Collection of these limits requires linear analysis to determine optimal microstructures. Due to the nature of the problem it can be shown that an optimal solution consists of only one or two distinct orientations. By discretizing the set of all possible single orientations and calculating the both the Fourier terms for flexibility and strength relative to the beam axis for each orientation, a data set is produced that can be analyzed to get a representation of the performance closure for the compliant beam. By setting a value for flexibility of the beam, any orientation with that flexibility or any pair of orientations where one has orientation has greater flexibility and the other has less is a solution to for that flexibility. To find the maximum strength at a given flexibility one could consider a two dimensional plot of the data (see Figure 1). One axis would be the Fourier coefficients for flexibility (F) and the other the Fourier coefficients of strength (S).
Using Figure 1, if the F we wish to obtain is 0.35 then the first step would be to obtain the highest S with F equal to 0.35. Point A is quickly identified. Next a line can be formed from A to any point with F greater than 0.35. The angle of this line can be efficiently calculated. The maximum angle is obtained between A and B. Once point B has been identified, the algorithm can search all F less than 0.35 again in order to improve the height of the line. Point C is identified as a slight improvement over A. Since a new point on the left has been chosen the right must be analyzed again but no combination exceeds B-C. The relative proportions of B and C can then be calculated using the distances B and C are from 0.35. This analysis must be done in terms of Fourier coefficients because they can be added linearly.
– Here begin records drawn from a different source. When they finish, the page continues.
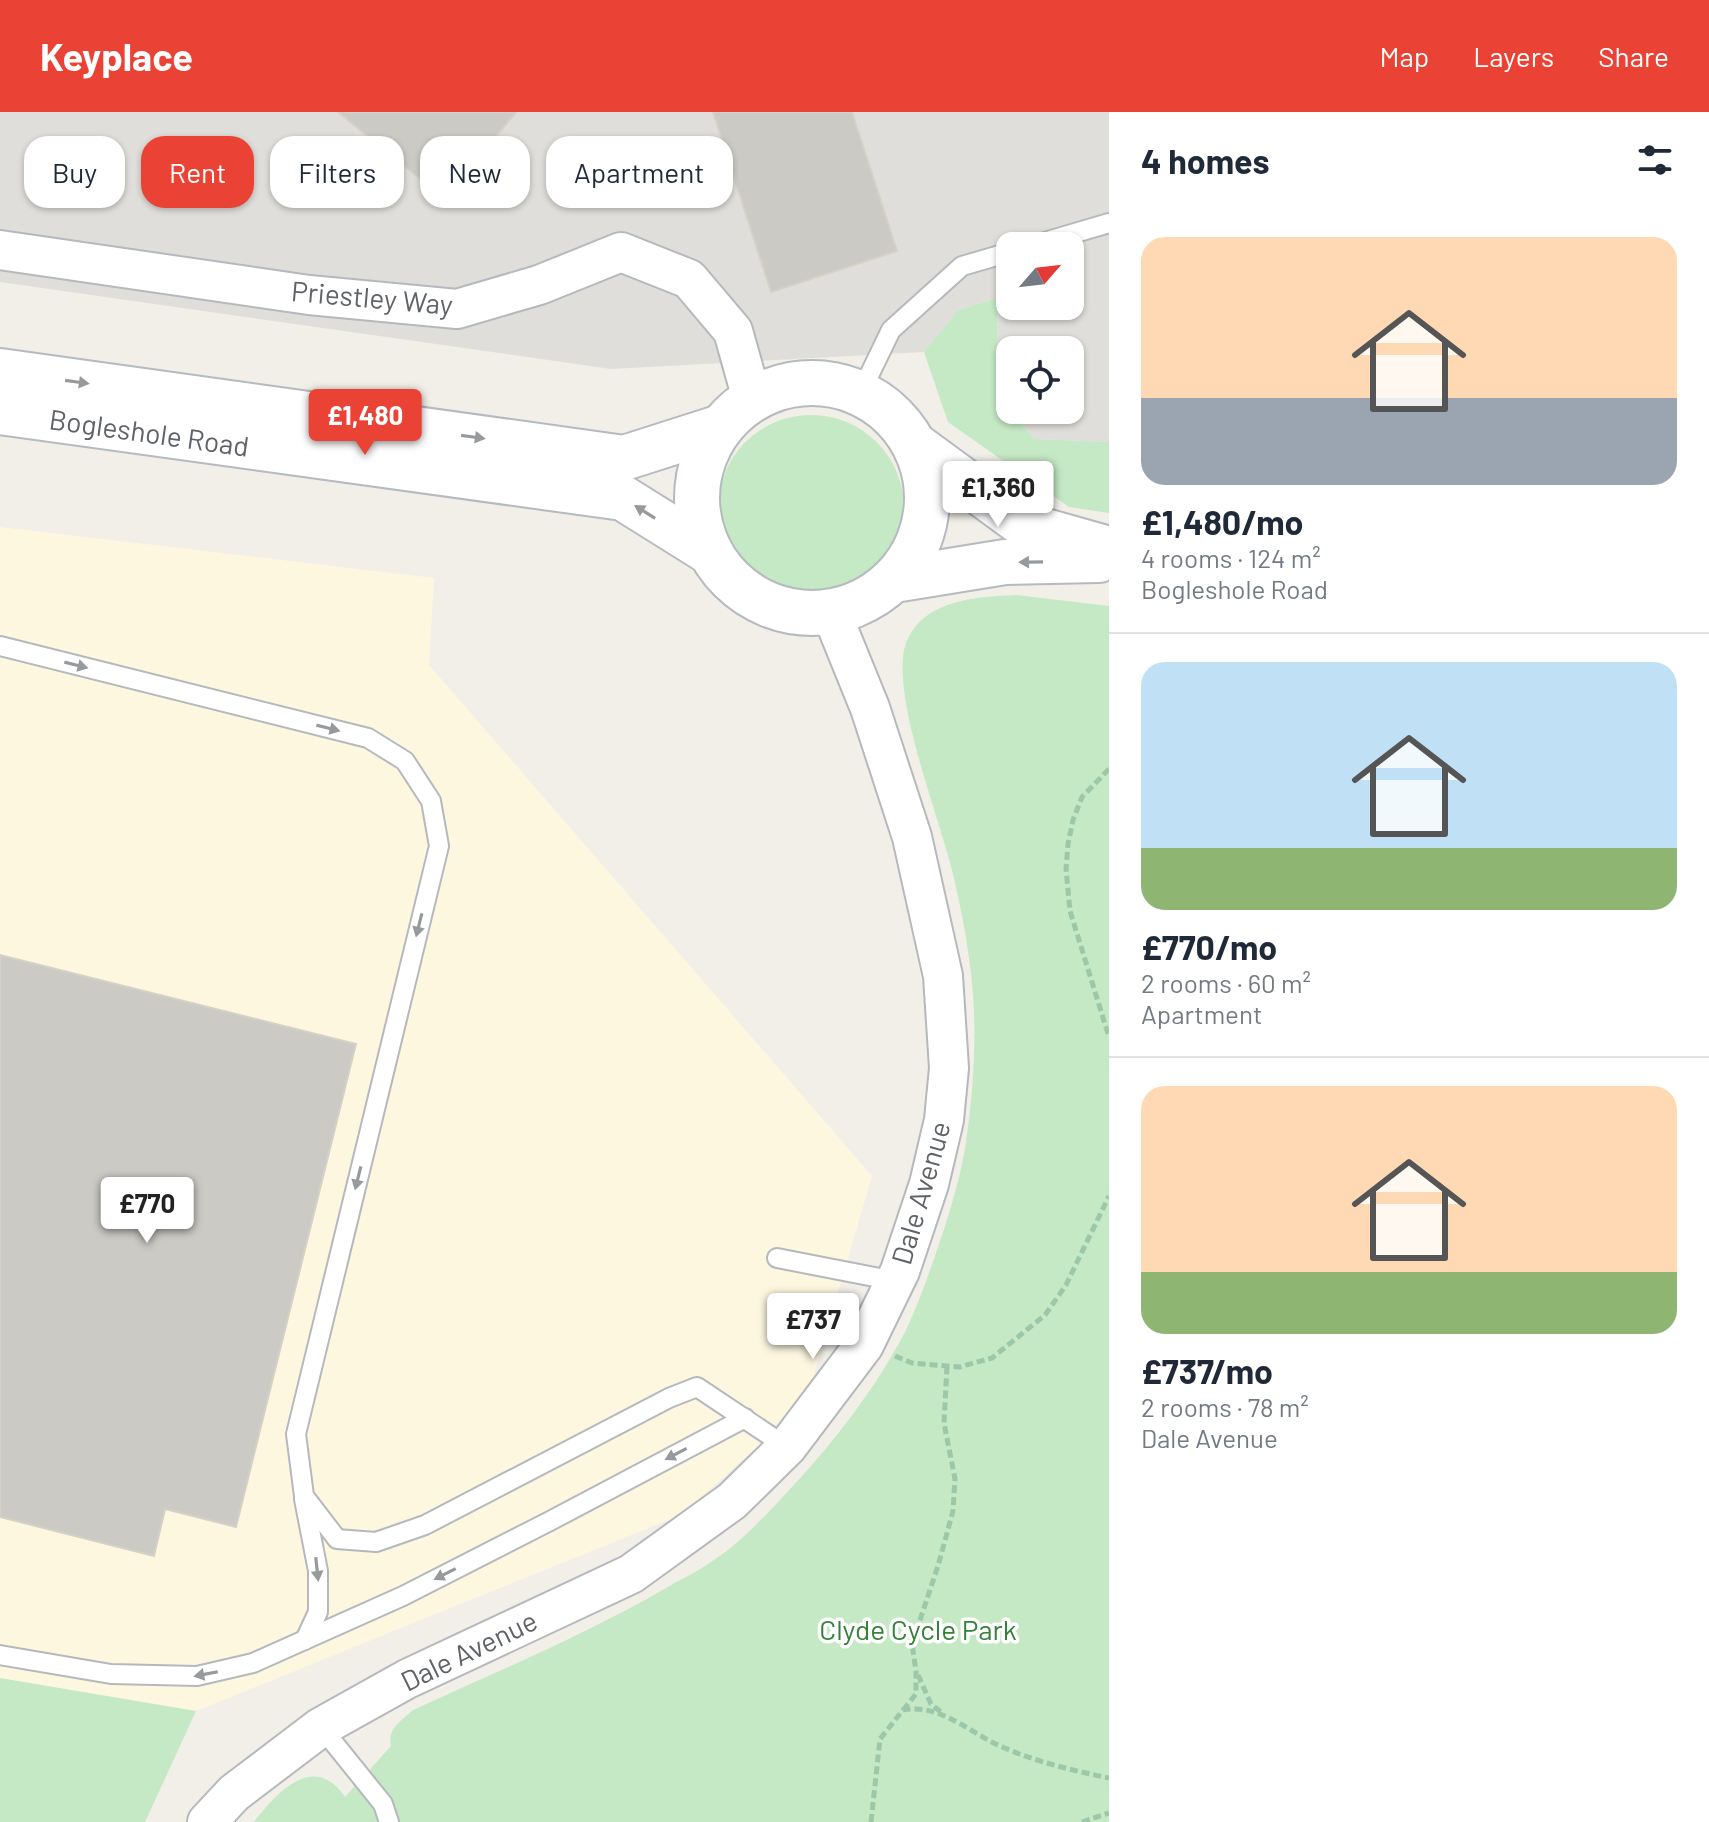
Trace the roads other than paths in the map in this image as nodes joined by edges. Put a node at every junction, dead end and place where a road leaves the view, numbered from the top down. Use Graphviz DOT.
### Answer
graph roads {
  1 [pos="1109,223"];
  2 [pos="1078,232"];
  3 [pos="0,250"];
  4 [pos="996,256"];
  5 [pos="0,371"];
  6 [pos="861,392"];
  7 [pos="0,412"];
  8 [pos="736,413"];
  9 [pos="915,445"];
  10 [pos="1109,549"];
  11 [pos="711,553"];
  12 [pos="1109,560"];
  13 [pos="894,580"];
  14 [pos="831,612"];
  15 [pos="0,646"];
  16 [pos="777,1258"];
  17 [pos="895,1281"];
  18 [pos="745,1418"];
  19 [pos="787,1447"];
  20 [pos="304,1496"];
  21 [pos="305,1640"];
  22 [pos="0,1655"];
  23 [pos="321,1727"];
  24 [pos="207,1822"];
  25 [pos="389,1822"];
  1 -- 2 [label="lane"];
  3 -- 8 [label="street, Priestley Way"];
  4 -- 6 [label="lane"];
  5 -- 8 [label="street, Bogleshole Road, one-way"];
  6 -- 8 [label="street"];
  6 -- 9 [label="street"];
  11 -- 7 [label="street, Bogleshole Road, one-way"];
  8 -- 11 [label="street"];
  9 -- 10 [label="street"];
  9 -- 13 [label="street"];
  11 -- 14 [label="street"];
  12 -- 13 [label="street, one-way"];
  13 -- 14 [label="street"];
  14 -- 17 [label="street, Dale Avenue"];
  15 -- 20 [label="lane, one-way"];
  16 -- 17 [label="lane"];
  17 -- 19 [label="street, Dale Avenue"];
  18 -- 19 [label="lane"];
  18 -- 20 [label="lane"];
  18 -- 21 [label="lane, one-way"];
  19 -- 23 [label="street, Dale Avenue"];
  20 -- 21 [label="lane, one-way"];
  21 -- 22 [label="lane, one-way"];
  23 -- 24 [label="street, Dale Avenue"];
  23 -- 25 [label="lane"];
}
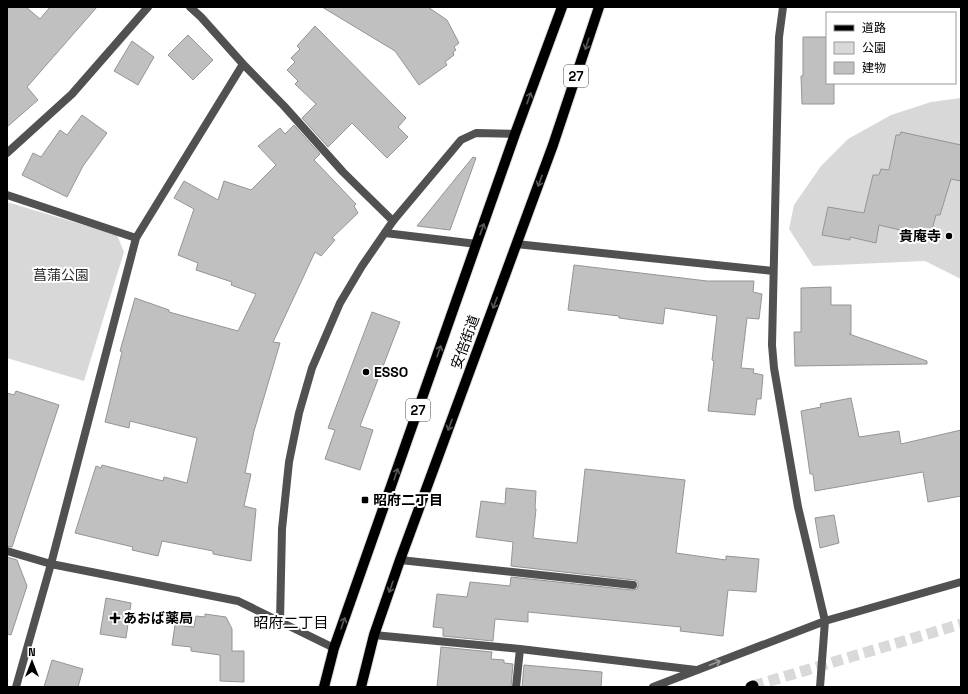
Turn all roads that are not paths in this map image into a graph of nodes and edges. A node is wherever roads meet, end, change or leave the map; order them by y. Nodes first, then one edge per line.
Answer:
1 (148, 7) edge
2 (190, 7) edge
3 (562, 7) edge
4 (599, 7) edge
5 (783, 7) edge
6 (243, 64) junction
7 (515, 134) junction
8 (7, 153) edge
9 (7, 195) edge
10 (393, 221) junction
11 (385, 233) junction
12 (136, 238) junction
13 (477, 244) junction
14 (516, 244) junction
15 (774, 271) junction
16 (7, 551) edge
17 (400, 560) junction
18 (51, 564) junction
19 (961, 582) edge
20 (633, 585) dead end
21 (825, 621) junction
22 (280, 622) junction
23 (374, 635) junction
24 (334, 648) junction
25 (520, 649) junction
26 (697, 670) junction
27 (16, 687) edge
28 (324, 687) edge
29 (362, 687) edge
30 (516, 687) edge
31 (653, 687) edge
32 (820, 687) edge

1 - 8 street
2 - 6 street
7 -> 3 main road, 安倍街道 / 27
4 -> 14 main road, 安倍街道 / 27
5 - 15 street
6 - 10 street
6 - 12 street
7 - 10 street
13 -> 7 main road, 安倍街道 / 27
9 - 12 street
10 - 11 street
11 - 13 street
11 - 22 street
12 - 18 street
24 -> 13 main road, 安倍街道 / 27
14 - 15 street
14 -> 17 main road, 安倍街道 / 27
15 - 21 street
16 - 18 street
17 - 20 street
17 -> 23 main road, 安倍街道 / 27
18 - 22 street
18 - 27 street
19 - 21 street
26 -> 21 street
21 - 32 street
22 - 24 street
23 - 25 street
23 - 29 main road, 安倍街道 / 27
24 - 28 main road, 安倍街道 / 27
25 - 26 street
25 - 30 street
26 - 31 street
Once completed for a given value of F, F is incremented until the full range of F has been explored. In a similar manner to that described above, the solution for minimum values of S can be obtained by simply inverting the data before the algorithms loop. Figure 2 shows the analysis with Nickel for the entire performance closure of the compliant beam.
References
- Adams, B. L., Henrie, A., Henrie, B., Lyon, M., Kalidindi, S.R., Garmestani, H., 2001,“Microstructure-Sensitive Design of a Compliant Beam”, J. Mech. Phys. Solids, In Press.
- Bunge, H. J., 1993, Texture Analysis in Materials Science, Cuvillier Verlag, Goettingen.